◆ WHAT IS NEEDED ◆
Please retype the data below exactly, stopping after the line with "ring mcp: (231, 531)" and skipping every picture.

>>>

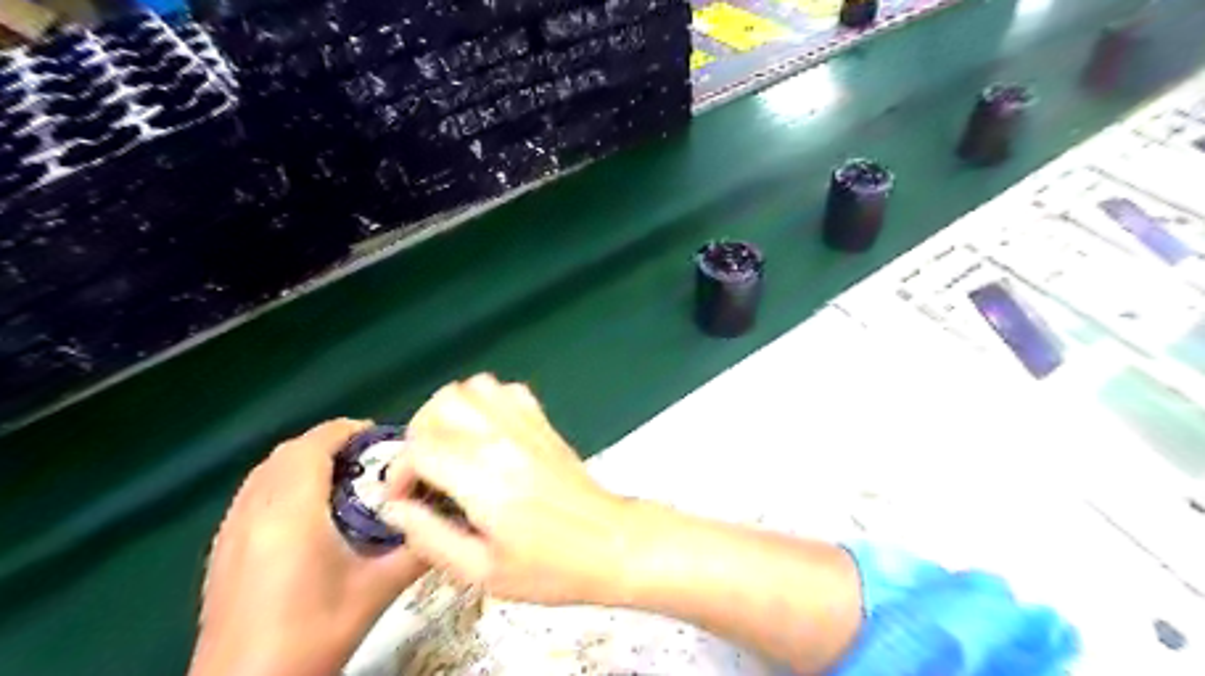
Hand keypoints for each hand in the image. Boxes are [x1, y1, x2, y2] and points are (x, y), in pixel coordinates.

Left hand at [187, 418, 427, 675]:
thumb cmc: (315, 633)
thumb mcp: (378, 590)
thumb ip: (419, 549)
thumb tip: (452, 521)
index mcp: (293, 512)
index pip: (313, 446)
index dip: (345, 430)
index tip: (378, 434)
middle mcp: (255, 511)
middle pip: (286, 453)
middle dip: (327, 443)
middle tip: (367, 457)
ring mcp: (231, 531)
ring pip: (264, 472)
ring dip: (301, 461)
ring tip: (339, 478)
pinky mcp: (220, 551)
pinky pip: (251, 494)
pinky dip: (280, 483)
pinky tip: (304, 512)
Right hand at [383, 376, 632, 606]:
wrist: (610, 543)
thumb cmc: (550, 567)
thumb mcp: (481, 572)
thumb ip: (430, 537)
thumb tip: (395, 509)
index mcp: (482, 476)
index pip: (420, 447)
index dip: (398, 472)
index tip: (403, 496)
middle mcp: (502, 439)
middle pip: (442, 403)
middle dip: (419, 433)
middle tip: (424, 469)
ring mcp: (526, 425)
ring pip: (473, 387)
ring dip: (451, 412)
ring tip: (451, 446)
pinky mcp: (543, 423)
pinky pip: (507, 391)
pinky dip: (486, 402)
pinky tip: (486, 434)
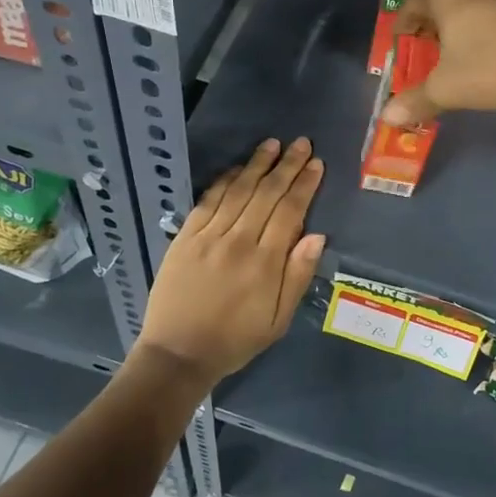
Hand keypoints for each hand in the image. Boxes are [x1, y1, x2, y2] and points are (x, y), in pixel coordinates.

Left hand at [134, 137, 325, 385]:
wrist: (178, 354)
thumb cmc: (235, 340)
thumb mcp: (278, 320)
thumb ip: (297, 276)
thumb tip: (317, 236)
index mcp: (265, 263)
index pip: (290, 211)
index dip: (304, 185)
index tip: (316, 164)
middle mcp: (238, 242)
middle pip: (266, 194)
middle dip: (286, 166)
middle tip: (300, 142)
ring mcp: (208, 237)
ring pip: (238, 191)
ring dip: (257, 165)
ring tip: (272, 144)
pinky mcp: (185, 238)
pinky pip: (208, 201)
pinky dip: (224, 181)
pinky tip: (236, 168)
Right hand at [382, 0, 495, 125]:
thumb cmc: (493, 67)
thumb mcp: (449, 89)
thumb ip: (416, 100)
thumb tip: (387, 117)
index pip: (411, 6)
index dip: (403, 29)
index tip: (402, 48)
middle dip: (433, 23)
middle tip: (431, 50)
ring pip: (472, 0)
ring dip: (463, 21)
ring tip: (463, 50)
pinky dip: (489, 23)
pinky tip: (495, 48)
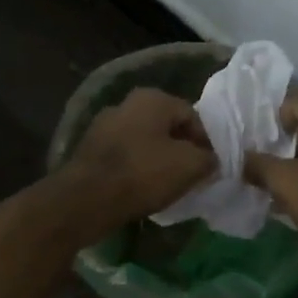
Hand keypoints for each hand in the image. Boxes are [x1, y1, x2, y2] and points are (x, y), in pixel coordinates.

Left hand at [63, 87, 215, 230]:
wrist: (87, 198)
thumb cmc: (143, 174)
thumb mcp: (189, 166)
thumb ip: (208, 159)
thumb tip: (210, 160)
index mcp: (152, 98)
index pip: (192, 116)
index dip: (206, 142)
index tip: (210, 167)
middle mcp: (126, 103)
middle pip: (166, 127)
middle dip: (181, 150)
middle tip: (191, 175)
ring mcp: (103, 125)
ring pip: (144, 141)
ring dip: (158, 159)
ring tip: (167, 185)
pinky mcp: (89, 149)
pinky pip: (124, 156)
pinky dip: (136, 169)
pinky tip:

<<<

◆ OUTPUT OF THE TASK ◆
Hand keypoints for each hand in the image. Boxes are [x1, y1, x2, y2] and points are (x, y), in pixel coordinates.

Left hand at [187, 418, 427, 675]:
thumb cmc: (315, 633)
thumb mcp: (378, 590)
thumb ip: (419, 549)
thumb tip: (452, 521)
index mcp: (293, 512)
index pip: (313, 446)
index dip: (345, 430)
index tip: (378, 434)
middle mcp: (255, 511)
middle pip: (286, 453)
middle dip: (327, 443)
middle tip: (367, 457)
ring mcp: (231, 531)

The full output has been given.